## What to work on
The entire listing below is to be transcribed without a single slip.

## Records shown
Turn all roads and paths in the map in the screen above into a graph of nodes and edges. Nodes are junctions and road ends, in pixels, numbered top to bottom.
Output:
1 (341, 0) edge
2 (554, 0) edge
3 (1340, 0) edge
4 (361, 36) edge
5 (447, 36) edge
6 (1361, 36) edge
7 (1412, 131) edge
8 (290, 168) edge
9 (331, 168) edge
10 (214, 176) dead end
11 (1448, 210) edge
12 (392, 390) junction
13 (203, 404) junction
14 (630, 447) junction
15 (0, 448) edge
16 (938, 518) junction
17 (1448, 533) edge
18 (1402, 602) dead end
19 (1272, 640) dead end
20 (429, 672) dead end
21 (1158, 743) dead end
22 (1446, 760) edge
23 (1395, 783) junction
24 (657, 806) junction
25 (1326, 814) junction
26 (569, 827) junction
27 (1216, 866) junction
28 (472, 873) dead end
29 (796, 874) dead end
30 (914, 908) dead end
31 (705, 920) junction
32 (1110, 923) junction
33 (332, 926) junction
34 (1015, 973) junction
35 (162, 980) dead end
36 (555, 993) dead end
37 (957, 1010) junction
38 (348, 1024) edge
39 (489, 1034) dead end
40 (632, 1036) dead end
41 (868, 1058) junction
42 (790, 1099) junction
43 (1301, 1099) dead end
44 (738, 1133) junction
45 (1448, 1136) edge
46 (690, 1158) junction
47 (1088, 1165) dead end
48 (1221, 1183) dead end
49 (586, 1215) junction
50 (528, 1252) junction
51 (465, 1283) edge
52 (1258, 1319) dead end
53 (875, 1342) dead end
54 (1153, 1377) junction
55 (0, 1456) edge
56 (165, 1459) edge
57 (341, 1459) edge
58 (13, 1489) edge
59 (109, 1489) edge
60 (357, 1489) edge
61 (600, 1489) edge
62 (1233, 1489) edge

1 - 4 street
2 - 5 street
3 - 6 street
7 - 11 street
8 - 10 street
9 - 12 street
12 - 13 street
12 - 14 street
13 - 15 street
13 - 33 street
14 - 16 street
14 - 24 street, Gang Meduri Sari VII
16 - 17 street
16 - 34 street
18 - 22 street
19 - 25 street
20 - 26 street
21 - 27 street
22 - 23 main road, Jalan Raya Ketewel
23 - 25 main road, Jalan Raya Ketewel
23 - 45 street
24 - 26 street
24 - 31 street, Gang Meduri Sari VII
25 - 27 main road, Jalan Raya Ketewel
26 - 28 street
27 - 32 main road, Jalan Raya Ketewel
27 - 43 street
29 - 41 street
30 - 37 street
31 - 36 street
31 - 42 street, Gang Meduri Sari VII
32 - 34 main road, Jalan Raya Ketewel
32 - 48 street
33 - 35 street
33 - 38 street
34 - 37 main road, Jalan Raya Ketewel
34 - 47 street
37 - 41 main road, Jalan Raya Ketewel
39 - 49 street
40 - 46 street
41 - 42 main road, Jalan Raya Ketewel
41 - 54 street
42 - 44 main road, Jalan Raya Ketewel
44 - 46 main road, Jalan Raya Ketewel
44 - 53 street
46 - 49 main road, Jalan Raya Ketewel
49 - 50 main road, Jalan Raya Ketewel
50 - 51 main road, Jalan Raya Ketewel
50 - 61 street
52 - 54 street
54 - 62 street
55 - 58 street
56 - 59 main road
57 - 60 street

## Result
Turn all roads and paths in the map in the screen above into a graph of nodes and edges. Nodes are junctions and road ends, in pixels, numbered top to bottom.
Output:
1 (341, 0) edge
2 (554, 0) edge
3 (1340, 0) edge
4 (361, 36) edge
5 (447, 36) edge
6 (1361, 36) edge
7 (1412, 131) edge
8 (290, 168) edge
9 (331, 168) edge
10 (214, 176) dead end
11 (1448, 210) edge
12 (392, 390) junction
13 (203, 404) junction
14 (630, 447) junction
15 (0, 448) edge
16 (938, 518) junction
17 (1448, 533) edge
18 (1402, 602) dead end
19 (1272, 640) dead end
20 (429, 672) dead end
21 (1158, 743) dead end
22 (1446, 760) edge
23 (1395, 783) junction
24 (657, 806) junction
25 (1326, 814) junction
26 (569, 827) junction
27 (1216, 866) junction
28 (472, 873) dead end
29 (796, 874) dead end
30 (914, 908) dead end
31 (705, 920) junction
32 (1110, 923) junction
33 (332, 926) junction
34 (1015, 973) junction
35 (162, 980) dead end
36 (555, 993) dead end
37 (957, 1010) junction
38 (348, 1024) edge
39 (489, 1034) dead end
40 (632, 1036) dead end
41 (868, 1058) junction
42 (790, 1099) junction
43 (1301, 1099) dead end
44 (738, 1133) junction
45 (1448, 1136) edge
46 (690, 1158) junction
47 (1088, 1165) dead end
48 (1221, 1183) dead end
49 (586, 1215) junction
50 (528, 1252) junction
51 (465, 1283) edge
52 (1258, 1319) dead end
53 (875, 1342) dead end
54 (1153, 1377) junction
55 (0, 1456) edge
56 (165, 1459) edge
57 (341, 1459) edge
58 (13, 1489) edge
59 (109, 1489) edge
60 (357, 1489) edge
61 (600, 1489) edge
62 (1233, 1489) edge

1 - 4 street
2 - 5 street
3 - 6 street
7 - 11 street
8 - 10 street
9 - 12 street
12 - 13 street
12 - 14 street
13 - 15 street
13 - 33 street
14 - 16 street
14 - 24 street, Gang Meduri Sari VII
16 - 17 street
16 - 34 street
18 - 22 street
19 - 25 street
20 - 26 street
21 - 27 street
22 - 23 main road, Jalan Raya Ketewel
23 - 25 main road, Jalan Raya Ketewel
23 - 45 street
24 - 26 street
24 - 31 street, Gang Meduri Sari VII
25 - 27 main road, Jalan Raya Ketewel
26 - 28 street
27 - 32 main road, Jalan Raya Ketewel
27 - 43 street
29 - 41 street
30 - 37 street
31 - 36 street
31 - 42 street, Gang Meduri Sari VII
32 - 34 main road, Jalan Raya Ketewel
32 - 48 street
33 - 35 street
33 - 38 street
34 - 37 main road, Jalan Raya Ketewel
34 - 47 street
37 - 41 main road, Jalan Raya Ketewel
39 - 49 street
40 - 46 street
41 - 42 main road, Jalan Raya Ketewel
41 - 54 street
42 - 44 main road, Jalan Raya Ketewel
44 - 46 main road, Jalan Raya Ketewel
44 - 53 street
46 - 49 main road, Jalan Raya Ketewel
49 - 50 main road, Jalan Raya Ketewel
50 - 51 main road, Jalan Raya Ketewel
50 - 61 street
52 - 54 street
54 - 62 street
55 - 58 street
56 - 59 main road
57 - 60 street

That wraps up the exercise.